Deletion of the CD93 class I PDZ-binding domain eliminates the interaction between GIPC and CD93; however, the GIPC-PDZ domain is not sufficient to mediate this interaction
The class I family of PDZ-binding domains has been described as preferring the C-terminal sequence Thr/Ser-X-hydrophobic. Deletion of the coding sequences for the C-terminal four amino acids of CD93 (GTDC) in the yeast two-hybrid bait plasmid eliminated the interaction of this construct with GIPC in yeast as quantified by ß-galactosidase activity (Fig. 3A ). The lack of ß-galactosidase activity was not a result of a lack of protein expression, as bait (CYTO or CYTO-PDZ) and prey (GIPC) plasmids were well expressed in yeast as demonstrated by Western blot analysis (data not shown). In contrast, deletion of the CD93 class I PDZ-binding domain did not eliminate the interaction between CD93 and p105 or BM046, which was expected, as these proteins do not contain PDZ domains (Fig. 3B) . It is interesting that the interaction between GIPC and CD93 is likely stronger in yeast compared with the interaction with p105 or BM046, as ß-galactosidase activity was substantially higher in cells transformed with GIPC. Taken together, these data suggest that the interaction between GIPC and CD93 is mediated via the PDZ-binding domain of CD93 binding to the PDZ domain of GIPC. However, expression of the GIPC-PDZ domain alone was not sufficient to mediate the interaction between GIPC and CD93, as a prey plasmid containing the PDZ domain of GIPC (i.e., lacking the N- and C-terminal domains, Fig. 2A ) did not induce ß-galactosidase activity in the presence of the full-length CYTO (Fig. 3C) . Protein expression (bait and prey) was confirmed by Western blot (data not shown).

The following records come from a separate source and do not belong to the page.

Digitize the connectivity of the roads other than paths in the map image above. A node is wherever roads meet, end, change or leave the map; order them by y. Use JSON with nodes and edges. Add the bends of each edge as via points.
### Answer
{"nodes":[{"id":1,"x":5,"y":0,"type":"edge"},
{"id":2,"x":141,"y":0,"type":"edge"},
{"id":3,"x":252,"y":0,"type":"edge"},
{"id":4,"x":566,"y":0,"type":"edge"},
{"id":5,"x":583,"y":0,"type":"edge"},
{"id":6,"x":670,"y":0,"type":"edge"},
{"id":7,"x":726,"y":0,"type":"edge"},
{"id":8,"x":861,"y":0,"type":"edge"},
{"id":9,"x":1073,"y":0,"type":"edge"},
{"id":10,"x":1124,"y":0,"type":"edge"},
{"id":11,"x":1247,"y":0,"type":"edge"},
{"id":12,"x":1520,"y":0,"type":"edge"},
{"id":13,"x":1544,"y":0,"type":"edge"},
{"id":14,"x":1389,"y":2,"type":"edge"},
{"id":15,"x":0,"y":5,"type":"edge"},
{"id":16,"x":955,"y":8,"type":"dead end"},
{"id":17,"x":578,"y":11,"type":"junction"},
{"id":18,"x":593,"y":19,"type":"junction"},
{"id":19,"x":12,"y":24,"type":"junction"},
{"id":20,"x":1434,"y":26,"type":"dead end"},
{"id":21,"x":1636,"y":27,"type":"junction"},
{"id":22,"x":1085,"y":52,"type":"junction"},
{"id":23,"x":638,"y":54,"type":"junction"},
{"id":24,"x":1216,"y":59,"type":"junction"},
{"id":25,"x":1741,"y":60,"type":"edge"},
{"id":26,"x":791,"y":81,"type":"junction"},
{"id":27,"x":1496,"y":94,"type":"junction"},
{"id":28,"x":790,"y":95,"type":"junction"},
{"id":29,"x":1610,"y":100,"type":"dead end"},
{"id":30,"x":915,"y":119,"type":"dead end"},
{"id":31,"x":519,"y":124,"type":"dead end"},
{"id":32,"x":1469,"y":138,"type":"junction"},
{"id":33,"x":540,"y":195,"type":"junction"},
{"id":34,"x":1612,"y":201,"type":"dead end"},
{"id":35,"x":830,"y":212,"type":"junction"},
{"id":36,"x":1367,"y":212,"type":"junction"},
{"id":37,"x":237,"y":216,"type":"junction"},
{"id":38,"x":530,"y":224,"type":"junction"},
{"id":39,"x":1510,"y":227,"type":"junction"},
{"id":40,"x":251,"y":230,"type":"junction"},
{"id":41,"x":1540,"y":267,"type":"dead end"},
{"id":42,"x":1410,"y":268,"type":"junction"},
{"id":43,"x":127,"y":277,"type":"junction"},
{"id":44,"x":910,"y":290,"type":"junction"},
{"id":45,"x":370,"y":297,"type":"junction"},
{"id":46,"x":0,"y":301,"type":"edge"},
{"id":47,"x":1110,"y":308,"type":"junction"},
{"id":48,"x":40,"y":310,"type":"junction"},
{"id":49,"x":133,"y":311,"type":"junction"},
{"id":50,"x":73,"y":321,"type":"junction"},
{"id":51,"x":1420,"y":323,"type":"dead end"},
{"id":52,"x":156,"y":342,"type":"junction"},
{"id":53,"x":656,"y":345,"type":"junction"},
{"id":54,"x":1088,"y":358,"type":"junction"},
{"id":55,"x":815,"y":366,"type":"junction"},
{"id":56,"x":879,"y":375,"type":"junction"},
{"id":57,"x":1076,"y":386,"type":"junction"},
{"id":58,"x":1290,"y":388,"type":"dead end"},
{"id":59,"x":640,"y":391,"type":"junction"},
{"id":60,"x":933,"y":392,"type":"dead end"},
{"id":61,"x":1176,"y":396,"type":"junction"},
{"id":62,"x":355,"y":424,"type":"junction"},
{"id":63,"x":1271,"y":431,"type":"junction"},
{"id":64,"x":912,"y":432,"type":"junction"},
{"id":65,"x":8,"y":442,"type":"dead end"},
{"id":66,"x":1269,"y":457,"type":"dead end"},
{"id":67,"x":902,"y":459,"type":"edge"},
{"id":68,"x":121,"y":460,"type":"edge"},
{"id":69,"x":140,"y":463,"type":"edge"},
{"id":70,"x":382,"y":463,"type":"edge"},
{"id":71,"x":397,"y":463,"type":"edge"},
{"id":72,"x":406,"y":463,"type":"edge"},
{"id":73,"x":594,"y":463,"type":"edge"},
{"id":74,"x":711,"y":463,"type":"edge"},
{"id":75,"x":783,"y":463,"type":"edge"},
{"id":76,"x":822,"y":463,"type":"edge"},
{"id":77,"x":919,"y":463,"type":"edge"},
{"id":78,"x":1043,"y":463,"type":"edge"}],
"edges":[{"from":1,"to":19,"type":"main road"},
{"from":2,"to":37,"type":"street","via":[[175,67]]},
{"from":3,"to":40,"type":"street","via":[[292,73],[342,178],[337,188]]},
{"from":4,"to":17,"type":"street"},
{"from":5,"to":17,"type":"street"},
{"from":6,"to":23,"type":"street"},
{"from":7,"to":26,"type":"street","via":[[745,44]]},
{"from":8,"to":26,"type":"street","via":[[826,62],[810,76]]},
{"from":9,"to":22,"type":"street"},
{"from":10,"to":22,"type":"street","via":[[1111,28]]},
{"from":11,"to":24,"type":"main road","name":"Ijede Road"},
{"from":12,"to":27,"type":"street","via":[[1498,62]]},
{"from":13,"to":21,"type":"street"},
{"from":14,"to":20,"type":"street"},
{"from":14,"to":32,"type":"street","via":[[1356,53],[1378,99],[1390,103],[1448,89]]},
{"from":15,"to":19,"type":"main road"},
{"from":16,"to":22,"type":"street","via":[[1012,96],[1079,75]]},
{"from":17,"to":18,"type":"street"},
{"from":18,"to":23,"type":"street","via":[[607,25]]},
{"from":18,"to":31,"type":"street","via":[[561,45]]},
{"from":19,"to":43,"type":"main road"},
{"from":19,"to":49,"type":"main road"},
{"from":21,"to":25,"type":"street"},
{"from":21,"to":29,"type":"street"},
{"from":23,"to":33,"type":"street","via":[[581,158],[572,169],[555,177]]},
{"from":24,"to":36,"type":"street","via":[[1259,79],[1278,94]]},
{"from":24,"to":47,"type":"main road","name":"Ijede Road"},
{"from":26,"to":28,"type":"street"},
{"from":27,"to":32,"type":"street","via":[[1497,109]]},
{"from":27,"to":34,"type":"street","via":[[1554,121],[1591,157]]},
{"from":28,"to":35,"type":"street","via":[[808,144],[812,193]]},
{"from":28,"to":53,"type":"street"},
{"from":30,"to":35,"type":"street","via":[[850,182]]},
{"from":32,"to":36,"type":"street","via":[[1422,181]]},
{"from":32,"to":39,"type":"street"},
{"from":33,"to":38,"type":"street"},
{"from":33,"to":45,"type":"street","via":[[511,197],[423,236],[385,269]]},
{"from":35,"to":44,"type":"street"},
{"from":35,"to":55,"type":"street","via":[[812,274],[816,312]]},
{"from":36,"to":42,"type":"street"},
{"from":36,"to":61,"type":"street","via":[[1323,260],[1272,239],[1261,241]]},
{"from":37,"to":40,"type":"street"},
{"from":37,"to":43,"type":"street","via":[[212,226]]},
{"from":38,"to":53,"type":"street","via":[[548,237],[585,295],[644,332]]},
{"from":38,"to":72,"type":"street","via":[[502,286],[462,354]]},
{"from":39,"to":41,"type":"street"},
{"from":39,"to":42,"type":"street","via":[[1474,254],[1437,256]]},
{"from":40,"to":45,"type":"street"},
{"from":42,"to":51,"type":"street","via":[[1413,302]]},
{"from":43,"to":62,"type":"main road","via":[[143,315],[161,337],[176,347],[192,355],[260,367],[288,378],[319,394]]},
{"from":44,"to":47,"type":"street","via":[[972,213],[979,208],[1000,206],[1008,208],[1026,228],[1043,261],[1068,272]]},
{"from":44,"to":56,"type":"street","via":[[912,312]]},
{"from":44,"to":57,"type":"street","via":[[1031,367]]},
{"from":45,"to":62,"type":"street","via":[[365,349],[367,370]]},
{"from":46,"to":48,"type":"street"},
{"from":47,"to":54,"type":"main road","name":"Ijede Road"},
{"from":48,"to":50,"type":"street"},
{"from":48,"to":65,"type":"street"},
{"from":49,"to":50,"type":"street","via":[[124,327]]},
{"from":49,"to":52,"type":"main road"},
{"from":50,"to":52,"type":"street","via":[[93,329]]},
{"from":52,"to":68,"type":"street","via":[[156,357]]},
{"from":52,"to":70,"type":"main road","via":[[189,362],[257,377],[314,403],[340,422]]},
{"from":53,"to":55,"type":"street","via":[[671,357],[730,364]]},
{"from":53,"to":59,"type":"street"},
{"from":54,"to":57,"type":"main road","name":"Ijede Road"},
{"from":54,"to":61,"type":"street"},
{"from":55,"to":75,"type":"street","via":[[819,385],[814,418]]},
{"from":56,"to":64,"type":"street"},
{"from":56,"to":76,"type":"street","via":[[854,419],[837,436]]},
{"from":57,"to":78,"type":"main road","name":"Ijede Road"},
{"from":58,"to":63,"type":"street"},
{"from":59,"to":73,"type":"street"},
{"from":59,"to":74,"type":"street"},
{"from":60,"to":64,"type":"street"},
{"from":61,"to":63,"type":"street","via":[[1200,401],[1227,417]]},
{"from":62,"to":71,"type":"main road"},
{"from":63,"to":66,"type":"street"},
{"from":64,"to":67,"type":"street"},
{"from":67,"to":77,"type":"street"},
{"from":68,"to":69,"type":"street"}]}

The GIPC-PDZ domain has been shown to be sufficient for mediating interactions with other class I PDZ binding domain-containing proteins, including, for example, GAIP [²¹ ] and the insulin growth factor (IGF)-1 receptor [¹⁴ ]. These data suggest that regions other than the PDZ-binding domain of CD93 stabilize the interaction between CD93 and GIPC.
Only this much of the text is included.